ABOUT THIS EXERCISE: Exactly reproduce the entries, dropping any pictures from your copy.
● ● ● ● ● ● ●
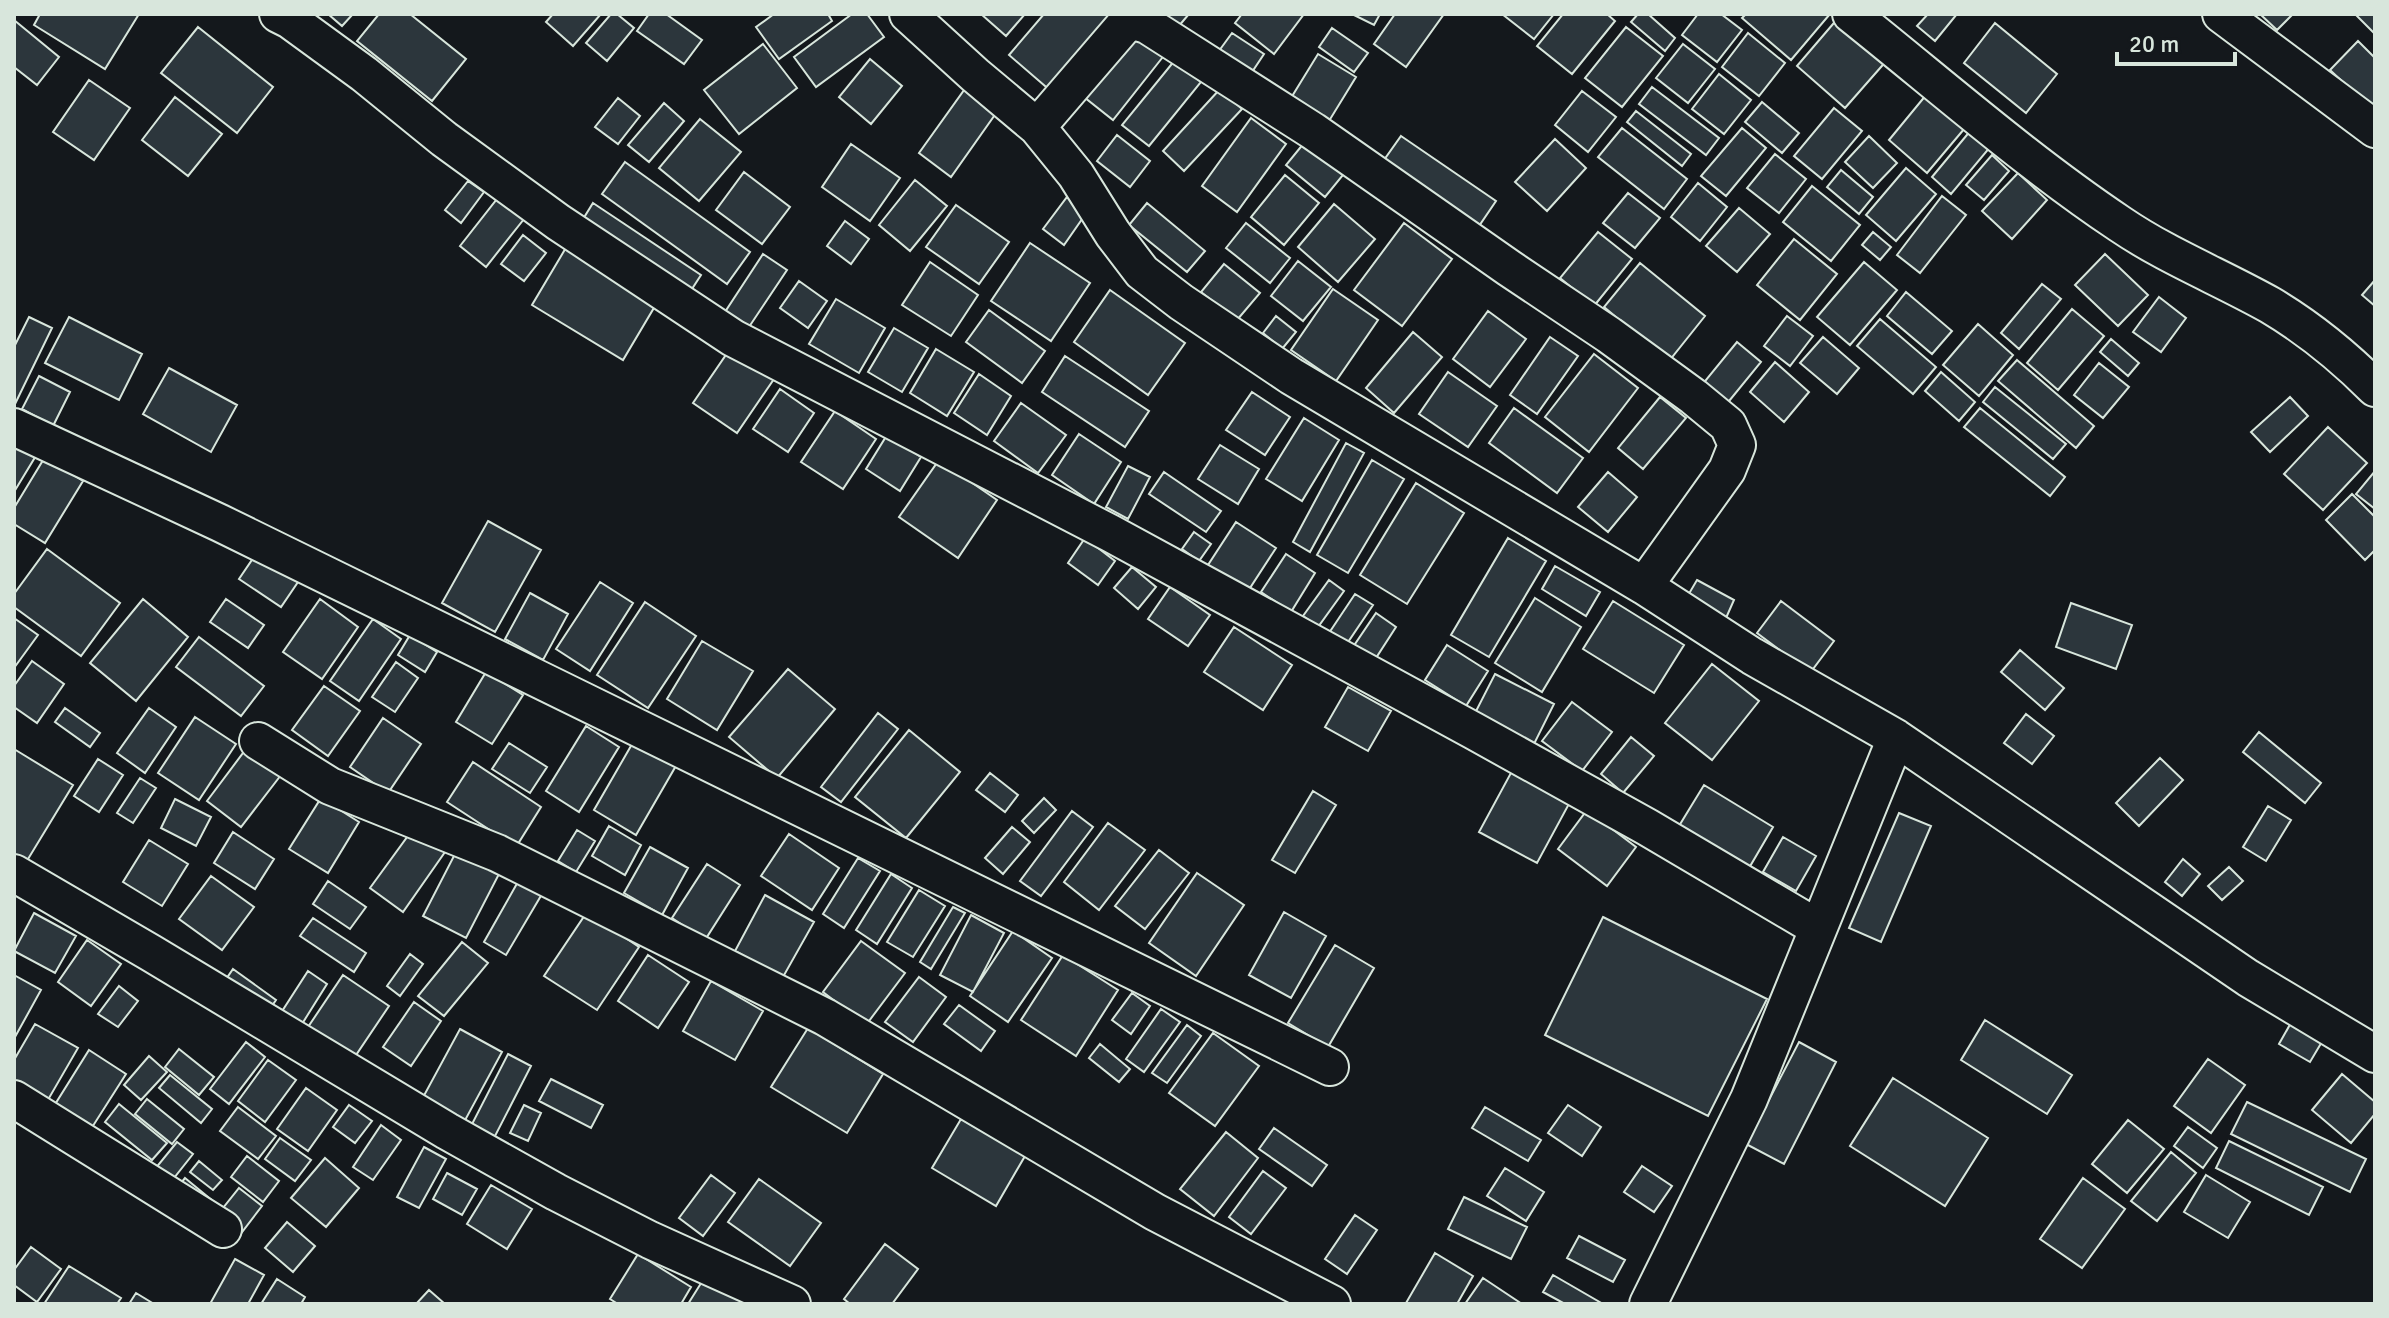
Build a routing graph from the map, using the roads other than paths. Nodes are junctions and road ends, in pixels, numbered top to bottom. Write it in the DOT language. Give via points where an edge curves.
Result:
graph roads {
  1 [pos="278,14"];
  2 [pos="908,14"];
  3 [pos="1851,14"];
  4 [pos="2221,14"];
  5 [pos="1037,127"];
  6 [pos="2375,129"];
  7 [pos="2375,388"];
  8 [pos="14,427"];
  9 [pos="1644,586"];
  10 [pos="1896,738"];
  11 [pos="258,741"];
  12 [pos="14,873"];
  13 [pos="1818,928"];
  14 [pos="2375,1054"];
  15 [pos="1330,1067"];
  16 [pos="14,1099"];
  17 [pos="223,1229"];
  18 [pos="792,1304"];
  19 [pos="1332,1304"];
  20 [pos="1648,1304"];
  1 -- 13 [label="street" via="558,222 733,338 1110,533 1647,827"];
  2 -- 5 [label="street"];
  3 -- 7 [label="street" via="2119,224 2271,306"];
  4 -- 6 [label="street"];
  5 -- 9 [label="street" via="1142,272 1181,302 1291,376"];
  5 -- 9 [label="street" via="1123,27 1133,21 1147,25 1313,131 1694,397 1728,425 1737,445 1727,470"];
  8 -- 15 [label="street"];
  9 -- 10 [label="street" via="1752,656"];
  10 -- 13 [label="street"];
  10 -- 14 [label="street" via="2248,978"];
  11 -- 19 [label="street" via="330,786 497,853 825,1017 1155,1212"];
  12 -- 18 [label="street" via="556,1192"];
  13 -- 20 [label="street" via="1749,1099"];
  16 -- 17 [label="street"];
}
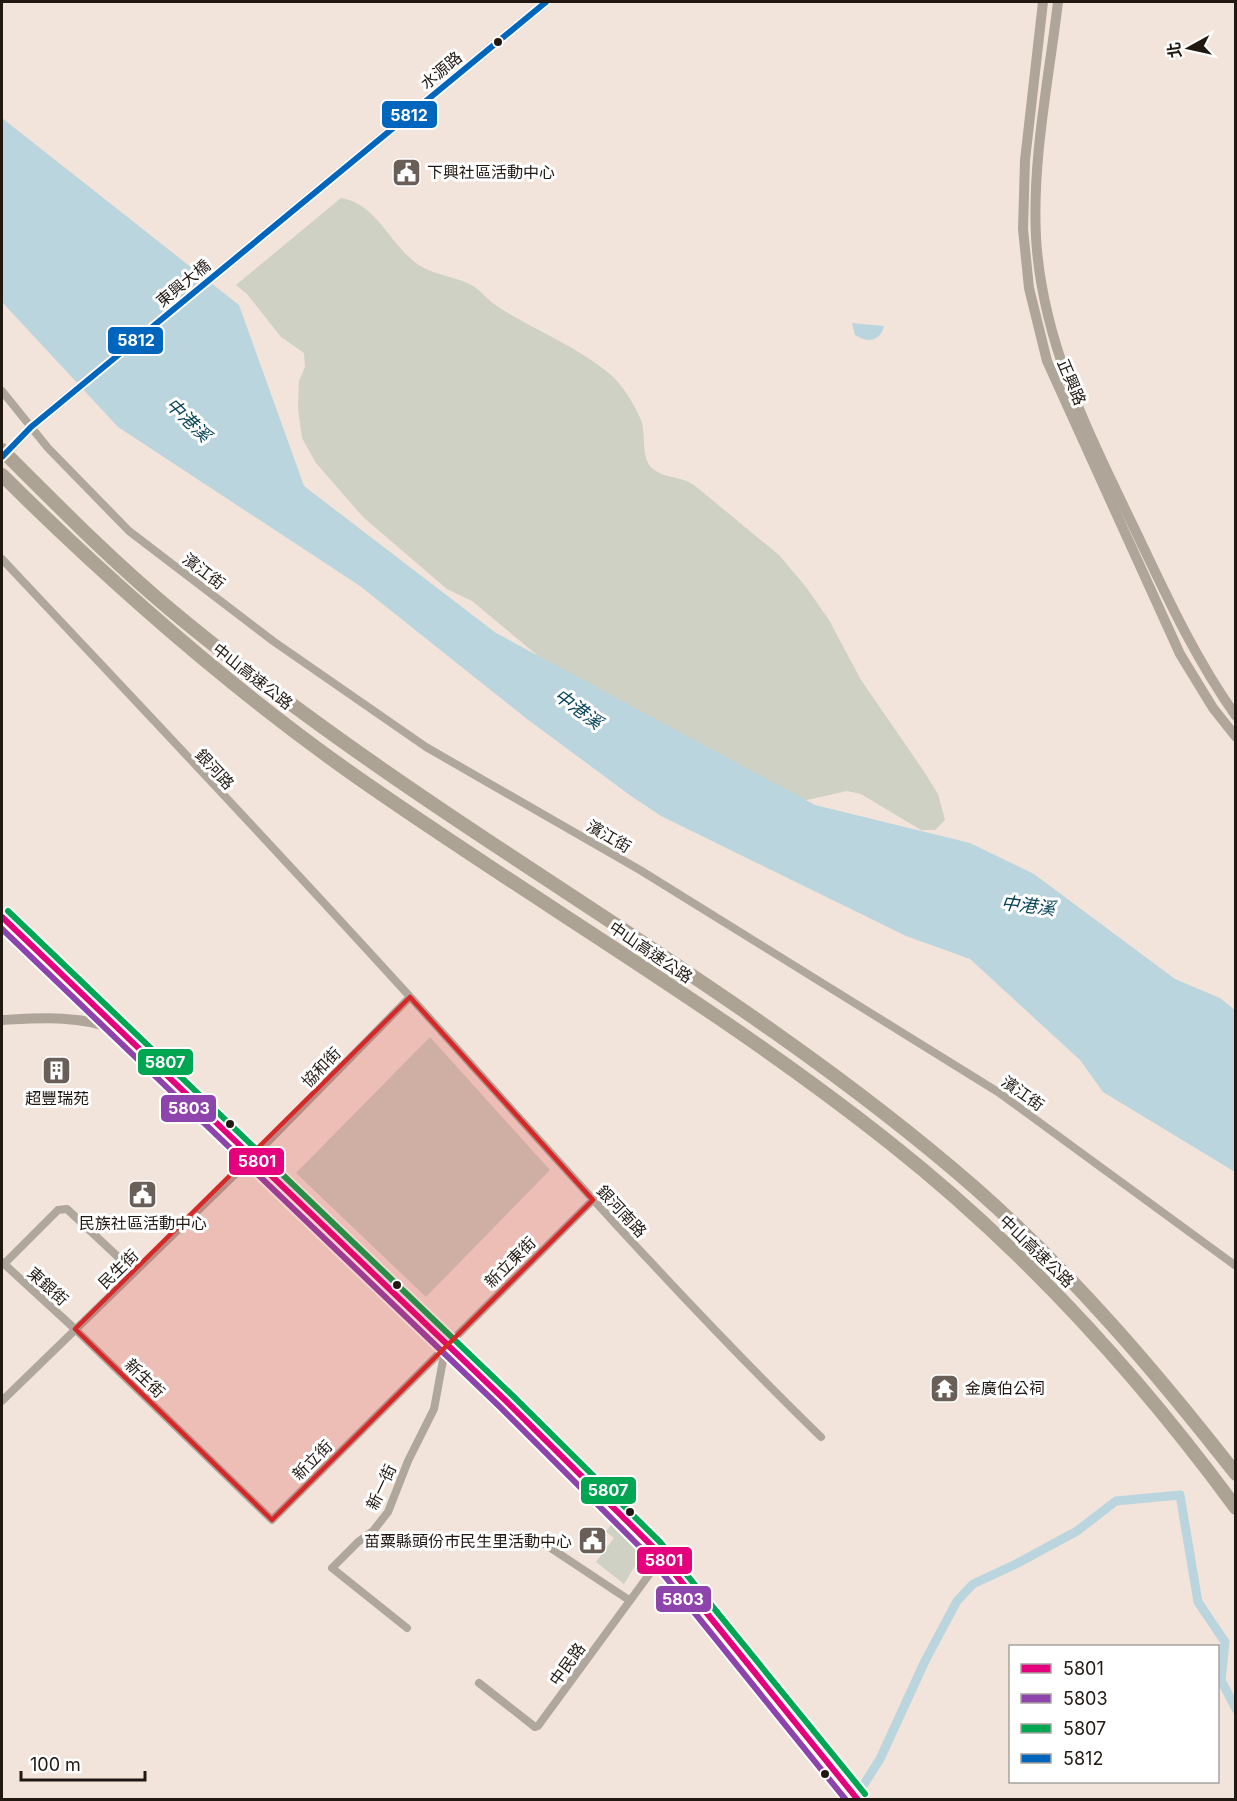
● ● ● ● ● ● ●
WRITTEN RESPONSE:
Build a routing graph from the map, using the roads other than paths. Nodes are junctions and road ends, in pixels, numbered top to bottom. Write it in the DOT language. Give via points where an edge curves.
Result:
graph roads {
  1 [pos="278,14"];
  2 [pos="908,14"];
  3 [pos="1851,14"];
  4 [pos="2221,14"];
  5 [pos="1037,127"];
  6 [pos="2375,129"];
  7 [pos="2375,388"];
  8 [pos="14,427"];
  9 [pos="1644,586"];
  10 [pos="1896,738"];
  11 [pos="258,741"];
  12 [pos="14,873"];
  13 [pos="1818,928"];
  14 [pos="2375,1054"];
  15 [pos="1330,1067"];
  16 [pos="14,1099"];
  17 [pos="223,1229"];
  18 [pos="792,1304"];
  19 [pos="1332,1304"];
  20 [pos="1648,1304"];
  1 -- 13 [label="street" via="558,222 733,338 1110,533 1647,827"];
  2 -- 5 [label="street"];
  3 -- 7 [label="street" via="2119,224 2271,306"];
  4 -- 6 [label="street"];
  5 -- 9 [label="street" via="1142,272 1181,302 1291,376"];
  5 -- 9 [label="street" via="1123,27 1133,21 1147,25 1313,131 1694,397 1728,425 1737,445 1727,470"];
  8 -- 15 [label="street"];
  9 -- 10 [label="street" via="1752,656"];
  10 -- 13 [label="street"];
  10 -- 14 [label="street" via="2248,978"];
  11 -- 19 [label="street" via="330,786 497,853 825,1017 1155,1212"];
  12 -- 18 [label="street" via="556,1192"];
  13 -- 20 [label="street" via="1749,1099"];
  16 -- 17 [label="street"];
}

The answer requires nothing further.